Data entries:
********************
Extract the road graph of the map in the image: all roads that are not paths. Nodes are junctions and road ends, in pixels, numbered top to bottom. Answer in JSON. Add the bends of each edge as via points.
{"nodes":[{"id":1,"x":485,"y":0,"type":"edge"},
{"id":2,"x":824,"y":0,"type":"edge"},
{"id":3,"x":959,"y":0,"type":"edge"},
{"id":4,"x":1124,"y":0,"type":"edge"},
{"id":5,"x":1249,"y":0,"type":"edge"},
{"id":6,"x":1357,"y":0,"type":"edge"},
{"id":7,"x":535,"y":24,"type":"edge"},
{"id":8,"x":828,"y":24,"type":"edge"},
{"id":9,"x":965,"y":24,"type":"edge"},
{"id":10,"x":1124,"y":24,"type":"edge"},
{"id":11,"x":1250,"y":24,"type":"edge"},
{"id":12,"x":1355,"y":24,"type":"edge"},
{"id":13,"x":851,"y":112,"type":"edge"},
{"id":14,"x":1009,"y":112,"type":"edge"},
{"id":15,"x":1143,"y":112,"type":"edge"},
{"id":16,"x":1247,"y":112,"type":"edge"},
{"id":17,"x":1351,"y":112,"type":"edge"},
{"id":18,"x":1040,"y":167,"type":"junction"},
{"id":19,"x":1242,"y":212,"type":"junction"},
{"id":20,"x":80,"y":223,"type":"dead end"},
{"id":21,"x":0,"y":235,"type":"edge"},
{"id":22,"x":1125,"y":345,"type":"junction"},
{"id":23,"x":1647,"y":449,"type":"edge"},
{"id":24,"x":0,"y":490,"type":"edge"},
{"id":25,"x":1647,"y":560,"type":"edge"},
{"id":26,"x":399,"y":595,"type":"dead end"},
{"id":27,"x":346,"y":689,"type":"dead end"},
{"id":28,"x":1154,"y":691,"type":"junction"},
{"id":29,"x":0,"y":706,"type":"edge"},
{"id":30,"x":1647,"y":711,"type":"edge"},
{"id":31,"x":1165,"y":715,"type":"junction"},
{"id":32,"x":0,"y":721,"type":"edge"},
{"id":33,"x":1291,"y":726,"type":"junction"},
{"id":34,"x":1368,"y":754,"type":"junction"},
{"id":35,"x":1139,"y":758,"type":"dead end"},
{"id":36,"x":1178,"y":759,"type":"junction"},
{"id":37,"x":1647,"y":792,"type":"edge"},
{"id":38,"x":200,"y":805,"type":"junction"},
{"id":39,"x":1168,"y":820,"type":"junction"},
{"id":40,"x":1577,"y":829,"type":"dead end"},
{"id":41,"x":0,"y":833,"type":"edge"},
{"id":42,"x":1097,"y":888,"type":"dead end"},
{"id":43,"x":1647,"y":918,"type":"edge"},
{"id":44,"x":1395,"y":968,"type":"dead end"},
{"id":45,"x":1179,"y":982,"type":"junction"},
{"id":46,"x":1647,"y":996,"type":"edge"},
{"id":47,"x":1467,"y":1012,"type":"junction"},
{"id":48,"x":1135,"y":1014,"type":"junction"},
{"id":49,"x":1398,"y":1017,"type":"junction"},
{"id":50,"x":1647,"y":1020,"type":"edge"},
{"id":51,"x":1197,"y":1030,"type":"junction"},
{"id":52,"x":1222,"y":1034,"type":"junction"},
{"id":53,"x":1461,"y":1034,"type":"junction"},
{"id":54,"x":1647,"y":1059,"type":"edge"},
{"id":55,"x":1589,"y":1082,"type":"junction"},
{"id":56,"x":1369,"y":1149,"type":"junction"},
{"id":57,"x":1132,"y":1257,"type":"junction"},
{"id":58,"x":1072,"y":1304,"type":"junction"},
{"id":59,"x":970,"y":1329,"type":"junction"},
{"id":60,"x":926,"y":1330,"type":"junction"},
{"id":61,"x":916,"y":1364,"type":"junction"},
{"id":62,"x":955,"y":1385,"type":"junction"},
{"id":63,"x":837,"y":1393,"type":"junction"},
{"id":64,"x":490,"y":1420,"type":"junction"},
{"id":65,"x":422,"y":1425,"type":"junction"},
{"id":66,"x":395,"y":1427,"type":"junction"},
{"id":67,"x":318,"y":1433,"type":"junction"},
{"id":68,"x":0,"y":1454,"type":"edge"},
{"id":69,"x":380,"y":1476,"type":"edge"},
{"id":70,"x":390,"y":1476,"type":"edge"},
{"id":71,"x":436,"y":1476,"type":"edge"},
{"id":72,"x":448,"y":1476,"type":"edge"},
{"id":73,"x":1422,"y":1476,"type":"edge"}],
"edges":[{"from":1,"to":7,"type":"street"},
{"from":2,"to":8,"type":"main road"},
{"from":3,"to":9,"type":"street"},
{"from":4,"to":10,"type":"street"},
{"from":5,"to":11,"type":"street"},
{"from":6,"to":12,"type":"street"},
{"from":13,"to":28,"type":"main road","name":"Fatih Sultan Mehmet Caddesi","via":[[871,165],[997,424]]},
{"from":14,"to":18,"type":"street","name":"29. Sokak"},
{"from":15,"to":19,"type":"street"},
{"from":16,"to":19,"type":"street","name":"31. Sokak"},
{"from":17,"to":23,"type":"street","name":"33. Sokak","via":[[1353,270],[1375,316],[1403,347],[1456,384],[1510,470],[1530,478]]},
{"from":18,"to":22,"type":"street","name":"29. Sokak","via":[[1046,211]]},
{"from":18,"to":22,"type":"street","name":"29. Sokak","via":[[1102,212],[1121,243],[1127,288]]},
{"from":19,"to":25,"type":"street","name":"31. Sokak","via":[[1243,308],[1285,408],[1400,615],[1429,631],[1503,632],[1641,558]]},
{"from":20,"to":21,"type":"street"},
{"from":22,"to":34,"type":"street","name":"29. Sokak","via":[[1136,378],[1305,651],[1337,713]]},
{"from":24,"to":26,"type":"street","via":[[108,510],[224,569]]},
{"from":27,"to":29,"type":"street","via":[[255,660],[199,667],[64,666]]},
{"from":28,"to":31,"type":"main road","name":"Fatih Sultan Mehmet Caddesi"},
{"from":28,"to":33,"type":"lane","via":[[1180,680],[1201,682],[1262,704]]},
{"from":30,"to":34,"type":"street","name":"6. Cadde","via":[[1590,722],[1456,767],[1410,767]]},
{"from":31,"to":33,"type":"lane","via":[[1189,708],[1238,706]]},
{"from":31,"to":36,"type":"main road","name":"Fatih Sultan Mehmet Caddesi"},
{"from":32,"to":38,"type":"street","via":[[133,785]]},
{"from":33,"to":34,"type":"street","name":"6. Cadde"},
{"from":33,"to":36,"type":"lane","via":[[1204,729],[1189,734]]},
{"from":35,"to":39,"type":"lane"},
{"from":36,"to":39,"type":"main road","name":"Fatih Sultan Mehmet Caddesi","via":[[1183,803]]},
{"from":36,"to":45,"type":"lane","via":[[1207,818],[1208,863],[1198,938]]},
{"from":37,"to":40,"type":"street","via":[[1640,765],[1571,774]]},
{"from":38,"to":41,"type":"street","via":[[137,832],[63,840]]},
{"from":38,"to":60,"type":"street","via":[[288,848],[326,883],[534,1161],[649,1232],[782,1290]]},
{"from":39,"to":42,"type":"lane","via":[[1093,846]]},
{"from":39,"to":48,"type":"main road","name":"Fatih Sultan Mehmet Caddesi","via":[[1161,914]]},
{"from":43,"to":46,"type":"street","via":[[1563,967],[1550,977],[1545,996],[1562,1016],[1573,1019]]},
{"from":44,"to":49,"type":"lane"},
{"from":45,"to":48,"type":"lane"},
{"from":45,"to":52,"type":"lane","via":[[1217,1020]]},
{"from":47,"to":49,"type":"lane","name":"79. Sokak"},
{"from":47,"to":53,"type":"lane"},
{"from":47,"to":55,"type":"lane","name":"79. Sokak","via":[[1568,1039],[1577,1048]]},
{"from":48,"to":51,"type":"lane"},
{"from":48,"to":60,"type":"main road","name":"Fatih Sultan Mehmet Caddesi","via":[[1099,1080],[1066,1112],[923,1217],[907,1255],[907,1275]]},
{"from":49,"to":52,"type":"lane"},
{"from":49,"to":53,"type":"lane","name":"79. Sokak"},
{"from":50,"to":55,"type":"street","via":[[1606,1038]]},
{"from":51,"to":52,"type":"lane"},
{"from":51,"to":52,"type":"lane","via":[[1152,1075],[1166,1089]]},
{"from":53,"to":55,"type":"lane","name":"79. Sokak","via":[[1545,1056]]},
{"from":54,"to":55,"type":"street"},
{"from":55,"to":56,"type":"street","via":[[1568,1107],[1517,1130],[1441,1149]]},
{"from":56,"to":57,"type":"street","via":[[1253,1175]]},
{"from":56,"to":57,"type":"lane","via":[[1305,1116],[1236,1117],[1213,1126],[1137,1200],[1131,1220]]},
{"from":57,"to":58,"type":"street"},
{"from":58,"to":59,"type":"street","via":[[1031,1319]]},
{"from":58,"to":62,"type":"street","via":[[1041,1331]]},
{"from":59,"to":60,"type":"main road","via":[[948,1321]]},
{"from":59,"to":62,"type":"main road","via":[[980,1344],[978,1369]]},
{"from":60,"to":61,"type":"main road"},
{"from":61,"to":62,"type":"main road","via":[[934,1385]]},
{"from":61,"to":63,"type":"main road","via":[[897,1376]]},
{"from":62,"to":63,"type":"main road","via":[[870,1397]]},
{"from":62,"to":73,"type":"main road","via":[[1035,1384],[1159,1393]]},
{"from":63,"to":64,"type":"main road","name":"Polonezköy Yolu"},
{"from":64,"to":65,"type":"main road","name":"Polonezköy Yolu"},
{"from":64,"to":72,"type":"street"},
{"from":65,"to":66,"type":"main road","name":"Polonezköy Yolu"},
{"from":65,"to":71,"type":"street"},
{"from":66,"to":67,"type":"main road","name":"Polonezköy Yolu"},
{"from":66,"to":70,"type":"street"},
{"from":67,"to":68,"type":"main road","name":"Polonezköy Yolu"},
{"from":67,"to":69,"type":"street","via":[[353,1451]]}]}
********************
Among the records above, find the lines where the word "Sultan" appears and copy them.

EXERCISE RESPONSE:
{"from":13,"to":28,"type":"main road","name":"Fatih Sultan Mehmet Caddesi","via":[[871,165],[997,424]]},
{"from":28,"to":31,"type":"main road","name":"Fatih Sultan Mehmet Caddesi"},
{"from":31,"to":36,"type":"main road","name":"Fatih Sultan Mehmet Caddesi"},
{"from":36,"to":39,"type":"main road","name":"Fatih Sultan Mehmet Caddesi","via":[[1183,803]]},
{"from":39,"to":48,"type":"main road","name":"Fatih Sultan Mehmet Caddesi","via":[[1161,914]]},
{"from":48,"to":60,"type":"main road","name":"Fatih Sultan Mehmet Caddesi","via":[[1099,1080],[1066,1112],[923,1217],[907,1255],[907,1275]]},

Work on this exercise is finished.